[Stored entries]
= Beginning of Section =
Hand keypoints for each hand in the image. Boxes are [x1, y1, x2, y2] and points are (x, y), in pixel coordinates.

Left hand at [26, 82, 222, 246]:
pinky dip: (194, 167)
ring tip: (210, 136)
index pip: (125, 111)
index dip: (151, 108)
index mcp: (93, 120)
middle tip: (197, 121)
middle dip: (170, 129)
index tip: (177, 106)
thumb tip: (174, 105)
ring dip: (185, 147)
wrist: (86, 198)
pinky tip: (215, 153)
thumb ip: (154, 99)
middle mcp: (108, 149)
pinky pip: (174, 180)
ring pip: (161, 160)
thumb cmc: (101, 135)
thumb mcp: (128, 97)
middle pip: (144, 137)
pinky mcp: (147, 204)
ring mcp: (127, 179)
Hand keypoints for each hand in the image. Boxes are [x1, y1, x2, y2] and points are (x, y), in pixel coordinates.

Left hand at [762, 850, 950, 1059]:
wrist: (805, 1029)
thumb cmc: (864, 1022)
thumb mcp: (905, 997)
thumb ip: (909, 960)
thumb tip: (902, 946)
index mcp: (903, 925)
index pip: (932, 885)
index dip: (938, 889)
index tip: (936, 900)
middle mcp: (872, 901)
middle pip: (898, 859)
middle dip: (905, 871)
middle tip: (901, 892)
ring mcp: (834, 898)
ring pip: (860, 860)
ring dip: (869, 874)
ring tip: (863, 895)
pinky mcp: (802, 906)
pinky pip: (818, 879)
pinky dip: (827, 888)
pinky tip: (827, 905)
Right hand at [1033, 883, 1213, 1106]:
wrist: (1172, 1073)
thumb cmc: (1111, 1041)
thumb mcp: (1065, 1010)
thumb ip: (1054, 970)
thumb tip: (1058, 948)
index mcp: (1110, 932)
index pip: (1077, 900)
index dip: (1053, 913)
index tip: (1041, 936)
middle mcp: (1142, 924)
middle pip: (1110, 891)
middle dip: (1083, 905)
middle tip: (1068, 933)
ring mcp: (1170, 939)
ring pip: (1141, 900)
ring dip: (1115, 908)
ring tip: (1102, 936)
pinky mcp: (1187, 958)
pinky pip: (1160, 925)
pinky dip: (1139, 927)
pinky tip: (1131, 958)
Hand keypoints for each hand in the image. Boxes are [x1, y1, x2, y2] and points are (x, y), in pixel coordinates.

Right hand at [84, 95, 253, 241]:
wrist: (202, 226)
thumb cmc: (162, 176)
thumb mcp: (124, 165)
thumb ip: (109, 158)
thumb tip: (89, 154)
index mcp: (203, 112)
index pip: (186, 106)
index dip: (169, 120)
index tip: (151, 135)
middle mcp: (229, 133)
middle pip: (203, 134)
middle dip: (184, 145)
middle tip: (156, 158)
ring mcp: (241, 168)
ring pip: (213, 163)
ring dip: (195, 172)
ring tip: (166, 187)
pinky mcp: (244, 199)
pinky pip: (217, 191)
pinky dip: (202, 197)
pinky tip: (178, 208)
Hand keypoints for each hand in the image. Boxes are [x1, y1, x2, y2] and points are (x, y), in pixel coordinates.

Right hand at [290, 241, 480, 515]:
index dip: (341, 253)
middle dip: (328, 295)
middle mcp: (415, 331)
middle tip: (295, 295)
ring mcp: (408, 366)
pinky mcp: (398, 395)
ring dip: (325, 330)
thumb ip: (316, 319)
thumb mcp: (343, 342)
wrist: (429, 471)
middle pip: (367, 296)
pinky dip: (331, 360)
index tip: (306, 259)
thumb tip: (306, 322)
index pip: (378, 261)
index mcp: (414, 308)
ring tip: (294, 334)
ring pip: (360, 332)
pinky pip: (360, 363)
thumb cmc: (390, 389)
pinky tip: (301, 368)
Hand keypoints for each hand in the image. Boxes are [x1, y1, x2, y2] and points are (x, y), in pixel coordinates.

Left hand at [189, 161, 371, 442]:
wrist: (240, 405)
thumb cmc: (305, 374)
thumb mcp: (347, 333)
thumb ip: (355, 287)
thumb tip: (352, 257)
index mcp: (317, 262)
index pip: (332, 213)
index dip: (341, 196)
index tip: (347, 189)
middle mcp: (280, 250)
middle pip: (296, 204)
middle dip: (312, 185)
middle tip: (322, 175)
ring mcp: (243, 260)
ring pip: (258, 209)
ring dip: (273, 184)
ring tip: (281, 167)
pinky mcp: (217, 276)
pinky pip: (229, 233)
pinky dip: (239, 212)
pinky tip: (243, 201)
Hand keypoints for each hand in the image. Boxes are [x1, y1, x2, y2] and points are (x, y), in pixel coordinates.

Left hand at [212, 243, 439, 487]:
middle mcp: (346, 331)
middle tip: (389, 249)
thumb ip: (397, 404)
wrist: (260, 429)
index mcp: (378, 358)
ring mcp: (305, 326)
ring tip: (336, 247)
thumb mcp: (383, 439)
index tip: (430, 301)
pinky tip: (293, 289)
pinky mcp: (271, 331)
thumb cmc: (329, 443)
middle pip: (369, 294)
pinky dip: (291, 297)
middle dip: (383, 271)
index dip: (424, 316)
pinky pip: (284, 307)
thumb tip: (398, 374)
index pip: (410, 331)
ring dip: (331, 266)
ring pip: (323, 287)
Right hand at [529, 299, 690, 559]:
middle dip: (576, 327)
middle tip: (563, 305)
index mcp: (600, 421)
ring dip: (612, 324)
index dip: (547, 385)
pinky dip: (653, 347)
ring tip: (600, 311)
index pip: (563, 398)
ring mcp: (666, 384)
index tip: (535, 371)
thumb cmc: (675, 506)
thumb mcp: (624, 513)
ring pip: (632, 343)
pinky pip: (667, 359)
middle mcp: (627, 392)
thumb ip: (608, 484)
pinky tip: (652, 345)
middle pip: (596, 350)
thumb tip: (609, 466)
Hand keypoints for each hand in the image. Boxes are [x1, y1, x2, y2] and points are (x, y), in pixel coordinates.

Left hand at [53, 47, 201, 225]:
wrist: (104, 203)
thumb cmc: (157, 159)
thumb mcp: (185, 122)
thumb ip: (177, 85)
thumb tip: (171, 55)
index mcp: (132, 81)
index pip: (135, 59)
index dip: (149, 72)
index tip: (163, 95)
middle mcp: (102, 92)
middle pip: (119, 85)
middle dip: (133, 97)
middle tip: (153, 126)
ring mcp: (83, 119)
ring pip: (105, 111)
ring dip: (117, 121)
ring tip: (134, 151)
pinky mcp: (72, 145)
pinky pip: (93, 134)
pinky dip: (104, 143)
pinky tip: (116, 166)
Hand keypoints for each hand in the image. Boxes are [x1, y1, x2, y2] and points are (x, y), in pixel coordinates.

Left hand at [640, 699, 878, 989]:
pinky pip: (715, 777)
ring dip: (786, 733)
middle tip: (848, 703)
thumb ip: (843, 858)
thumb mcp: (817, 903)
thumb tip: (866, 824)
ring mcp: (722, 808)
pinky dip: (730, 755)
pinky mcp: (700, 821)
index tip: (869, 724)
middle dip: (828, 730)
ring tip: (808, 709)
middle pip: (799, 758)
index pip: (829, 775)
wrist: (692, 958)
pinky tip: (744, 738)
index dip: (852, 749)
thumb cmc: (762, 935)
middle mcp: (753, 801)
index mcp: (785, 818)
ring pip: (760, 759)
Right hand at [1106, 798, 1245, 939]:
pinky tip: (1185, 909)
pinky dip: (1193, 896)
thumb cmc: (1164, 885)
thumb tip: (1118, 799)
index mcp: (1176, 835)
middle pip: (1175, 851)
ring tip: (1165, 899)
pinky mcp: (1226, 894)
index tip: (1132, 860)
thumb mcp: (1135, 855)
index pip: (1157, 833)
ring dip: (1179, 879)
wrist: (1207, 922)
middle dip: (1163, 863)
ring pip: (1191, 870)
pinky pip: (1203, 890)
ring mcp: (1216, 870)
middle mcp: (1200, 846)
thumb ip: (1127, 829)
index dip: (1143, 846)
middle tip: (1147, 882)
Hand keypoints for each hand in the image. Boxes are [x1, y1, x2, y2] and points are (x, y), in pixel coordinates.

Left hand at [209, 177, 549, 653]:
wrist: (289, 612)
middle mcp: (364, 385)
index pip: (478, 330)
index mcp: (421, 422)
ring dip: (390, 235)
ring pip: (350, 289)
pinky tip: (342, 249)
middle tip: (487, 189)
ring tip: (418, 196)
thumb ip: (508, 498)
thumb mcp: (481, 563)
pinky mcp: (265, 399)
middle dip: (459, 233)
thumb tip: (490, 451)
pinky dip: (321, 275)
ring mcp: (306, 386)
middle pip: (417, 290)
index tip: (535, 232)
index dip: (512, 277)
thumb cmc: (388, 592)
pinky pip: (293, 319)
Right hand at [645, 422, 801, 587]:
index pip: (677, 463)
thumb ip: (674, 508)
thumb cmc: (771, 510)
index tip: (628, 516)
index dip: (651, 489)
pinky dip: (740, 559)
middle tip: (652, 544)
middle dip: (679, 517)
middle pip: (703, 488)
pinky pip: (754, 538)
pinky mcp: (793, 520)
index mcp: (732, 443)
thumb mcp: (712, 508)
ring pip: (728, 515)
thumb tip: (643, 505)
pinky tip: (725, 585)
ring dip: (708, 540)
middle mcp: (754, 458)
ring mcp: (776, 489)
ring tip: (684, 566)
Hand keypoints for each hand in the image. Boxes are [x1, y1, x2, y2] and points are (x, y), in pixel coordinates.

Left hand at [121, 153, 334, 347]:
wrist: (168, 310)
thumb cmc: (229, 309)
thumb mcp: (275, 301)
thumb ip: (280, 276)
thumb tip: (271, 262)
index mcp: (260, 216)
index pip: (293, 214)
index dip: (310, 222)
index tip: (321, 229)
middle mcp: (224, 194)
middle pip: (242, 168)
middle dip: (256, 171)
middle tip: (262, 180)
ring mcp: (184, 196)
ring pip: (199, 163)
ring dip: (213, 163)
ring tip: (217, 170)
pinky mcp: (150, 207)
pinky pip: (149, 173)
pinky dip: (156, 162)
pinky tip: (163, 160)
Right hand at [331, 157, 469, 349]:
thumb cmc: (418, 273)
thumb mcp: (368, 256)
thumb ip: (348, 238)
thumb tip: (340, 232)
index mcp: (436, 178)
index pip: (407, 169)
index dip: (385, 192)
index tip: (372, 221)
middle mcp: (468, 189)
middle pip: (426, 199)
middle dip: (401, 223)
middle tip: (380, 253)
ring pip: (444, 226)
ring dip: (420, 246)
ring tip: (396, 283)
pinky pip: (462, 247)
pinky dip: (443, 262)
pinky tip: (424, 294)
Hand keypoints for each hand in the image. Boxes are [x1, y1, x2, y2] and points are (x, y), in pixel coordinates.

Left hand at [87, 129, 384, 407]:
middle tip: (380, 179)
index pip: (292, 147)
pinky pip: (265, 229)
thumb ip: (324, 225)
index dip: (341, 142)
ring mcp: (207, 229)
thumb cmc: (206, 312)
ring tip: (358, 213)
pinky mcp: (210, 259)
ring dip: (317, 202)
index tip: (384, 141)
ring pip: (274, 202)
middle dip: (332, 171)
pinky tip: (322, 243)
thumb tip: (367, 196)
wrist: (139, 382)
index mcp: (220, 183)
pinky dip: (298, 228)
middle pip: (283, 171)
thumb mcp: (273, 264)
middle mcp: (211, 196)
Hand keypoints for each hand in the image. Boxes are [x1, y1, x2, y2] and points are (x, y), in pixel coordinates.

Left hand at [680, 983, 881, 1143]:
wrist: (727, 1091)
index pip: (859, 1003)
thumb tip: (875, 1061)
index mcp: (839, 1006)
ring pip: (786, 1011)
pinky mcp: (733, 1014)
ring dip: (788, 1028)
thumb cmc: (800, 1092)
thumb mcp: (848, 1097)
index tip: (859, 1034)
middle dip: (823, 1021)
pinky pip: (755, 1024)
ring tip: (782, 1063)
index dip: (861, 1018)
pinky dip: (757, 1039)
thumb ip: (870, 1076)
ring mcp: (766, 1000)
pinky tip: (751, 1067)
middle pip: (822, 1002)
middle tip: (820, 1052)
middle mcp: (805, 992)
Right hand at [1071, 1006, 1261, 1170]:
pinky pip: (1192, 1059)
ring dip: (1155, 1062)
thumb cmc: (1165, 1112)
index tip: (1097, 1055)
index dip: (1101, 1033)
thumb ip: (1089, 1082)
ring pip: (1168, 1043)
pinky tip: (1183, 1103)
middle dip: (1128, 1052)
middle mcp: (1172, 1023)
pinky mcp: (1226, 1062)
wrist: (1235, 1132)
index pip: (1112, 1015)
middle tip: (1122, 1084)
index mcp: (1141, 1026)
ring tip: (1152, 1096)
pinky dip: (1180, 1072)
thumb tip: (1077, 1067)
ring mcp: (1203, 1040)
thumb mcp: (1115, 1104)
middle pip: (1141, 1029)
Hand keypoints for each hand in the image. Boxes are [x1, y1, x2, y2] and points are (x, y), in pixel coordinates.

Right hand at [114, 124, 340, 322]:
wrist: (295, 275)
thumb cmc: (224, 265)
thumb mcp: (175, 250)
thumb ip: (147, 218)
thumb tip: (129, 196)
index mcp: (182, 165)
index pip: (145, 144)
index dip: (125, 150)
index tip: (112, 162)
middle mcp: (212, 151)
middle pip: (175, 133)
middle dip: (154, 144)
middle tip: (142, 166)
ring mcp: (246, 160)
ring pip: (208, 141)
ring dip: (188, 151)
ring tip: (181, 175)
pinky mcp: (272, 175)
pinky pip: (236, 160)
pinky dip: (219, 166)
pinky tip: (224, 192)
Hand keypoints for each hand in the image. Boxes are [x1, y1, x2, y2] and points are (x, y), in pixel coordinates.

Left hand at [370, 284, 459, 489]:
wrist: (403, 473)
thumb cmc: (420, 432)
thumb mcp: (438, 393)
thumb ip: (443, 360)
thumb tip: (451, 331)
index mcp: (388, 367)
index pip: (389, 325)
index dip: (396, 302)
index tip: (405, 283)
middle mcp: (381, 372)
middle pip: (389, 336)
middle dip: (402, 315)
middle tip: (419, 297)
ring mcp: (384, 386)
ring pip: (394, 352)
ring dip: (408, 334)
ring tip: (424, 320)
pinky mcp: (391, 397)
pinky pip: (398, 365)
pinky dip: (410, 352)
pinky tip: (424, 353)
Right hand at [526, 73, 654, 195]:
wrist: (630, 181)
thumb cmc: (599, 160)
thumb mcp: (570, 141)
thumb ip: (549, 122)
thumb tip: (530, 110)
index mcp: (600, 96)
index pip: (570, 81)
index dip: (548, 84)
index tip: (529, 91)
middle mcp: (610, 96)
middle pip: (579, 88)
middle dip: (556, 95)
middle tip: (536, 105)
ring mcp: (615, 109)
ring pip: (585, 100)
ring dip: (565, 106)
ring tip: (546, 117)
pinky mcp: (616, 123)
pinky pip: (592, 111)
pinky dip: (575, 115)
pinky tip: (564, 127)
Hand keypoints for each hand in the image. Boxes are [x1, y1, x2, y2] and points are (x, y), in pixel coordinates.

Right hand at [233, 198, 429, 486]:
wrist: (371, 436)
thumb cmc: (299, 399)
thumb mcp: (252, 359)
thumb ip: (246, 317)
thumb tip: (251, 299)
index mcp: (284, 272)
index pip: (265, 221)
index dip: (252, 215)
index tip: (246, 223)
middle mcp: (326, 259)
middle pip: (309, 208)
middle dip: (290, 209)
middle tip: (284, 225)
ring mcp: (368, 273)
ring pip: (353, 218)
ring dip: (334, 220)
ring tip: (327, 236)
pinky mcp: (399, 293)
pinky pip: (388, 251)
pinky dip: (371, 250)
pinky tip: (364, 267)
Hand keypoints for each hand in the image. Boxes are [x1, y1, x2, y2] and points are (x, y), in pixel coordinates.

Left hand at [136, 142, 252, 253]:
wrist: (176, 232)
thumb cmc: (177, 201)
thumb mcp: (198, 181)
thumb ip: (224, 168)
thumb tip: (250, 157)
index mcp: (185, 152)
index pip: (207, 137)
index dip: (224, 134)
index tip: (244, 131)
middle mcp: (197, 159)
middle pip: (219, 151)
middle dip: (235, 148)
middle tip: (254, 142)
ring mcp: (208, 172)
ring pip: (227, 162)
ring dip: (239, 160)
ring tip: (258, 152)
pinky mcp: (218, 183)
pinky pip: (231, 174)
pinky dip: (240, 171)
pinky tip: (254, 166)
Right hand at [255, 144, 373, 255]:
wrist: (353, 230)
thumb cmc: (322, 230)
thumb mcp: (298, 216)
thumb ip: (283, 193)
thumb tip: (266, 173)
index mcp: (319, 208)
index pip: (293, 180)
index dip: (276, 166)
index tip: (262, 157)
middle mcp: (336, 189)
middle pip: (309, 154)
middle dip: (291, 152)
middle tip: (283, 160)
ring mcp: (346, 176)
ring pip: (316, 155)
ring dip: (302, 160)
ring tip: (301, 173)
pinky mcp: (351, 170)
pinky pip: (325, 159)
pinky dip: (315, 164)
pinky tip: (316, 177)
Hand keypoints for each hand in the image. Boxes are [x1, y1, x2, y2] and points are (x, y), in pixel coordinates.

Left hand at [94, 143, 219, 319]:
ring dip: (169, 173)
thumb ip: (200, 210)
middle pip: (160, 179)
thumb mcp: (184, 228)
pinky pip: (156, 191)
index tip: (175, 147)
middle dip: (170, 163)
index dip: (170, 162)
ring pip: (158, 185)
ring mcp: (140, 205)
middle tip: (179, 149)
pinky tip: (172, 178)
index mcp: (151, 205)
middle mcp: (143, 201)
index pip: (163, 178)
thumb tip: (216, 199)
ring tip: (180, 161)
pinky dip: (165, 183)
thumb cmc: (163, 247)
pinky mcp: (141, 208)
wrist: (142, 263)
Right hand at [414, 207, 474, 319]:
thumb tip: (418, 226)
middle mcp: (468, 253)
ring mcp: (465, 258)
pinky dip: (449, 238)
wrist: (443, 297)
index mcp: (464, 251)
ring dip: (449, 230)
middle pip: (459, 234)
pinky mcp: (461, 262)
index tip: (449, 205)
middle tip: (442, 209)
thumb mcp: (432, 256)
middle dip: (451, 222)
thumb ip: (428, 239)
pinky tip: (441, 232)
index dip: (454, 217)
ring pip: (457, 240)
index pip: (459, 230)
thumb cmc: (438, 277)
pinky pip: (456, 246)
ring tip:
= End of Section =
Begin at the line that has "thumb mcp: (347, 333)" in the entries above; stop after the line that has "index mcp: (378, 358)". Transcribe exactly those lines and no others.

thumb mcp: (347, 333)
thumb ip: (355, 287)
thumb tip: (352, 257)
index mcp: (317, 262)
index pip: (332, 213)
index dip: (341, 196)
index tip: (347, 189)
middle mcp: (280, 250)
middle pip: (296, 204)
middle dip: (312, 185)
middle tip: (322, 175)
ring mcp: (243, 260)
ring pip: (258, 209)
ring dip: (273, 184)
ring tip: (281, 167)
pinky mcp: (217, 276)
pinky pip: (229, 233)
pinky dip: (239, 212)
pinky tip: (243, 201)
Hand keypoints for each hand in the image. Boxes are [x1, y1, x2, y2] and points are (x, y), in pixel coordinates.

Left hand at [212, 243, 439, 487]:
middle mcp: (346, 331)
middle tip: (389, 249)
thumb ip: (397, 404)
wrist: (260, 429)
index mcp: (378, 358)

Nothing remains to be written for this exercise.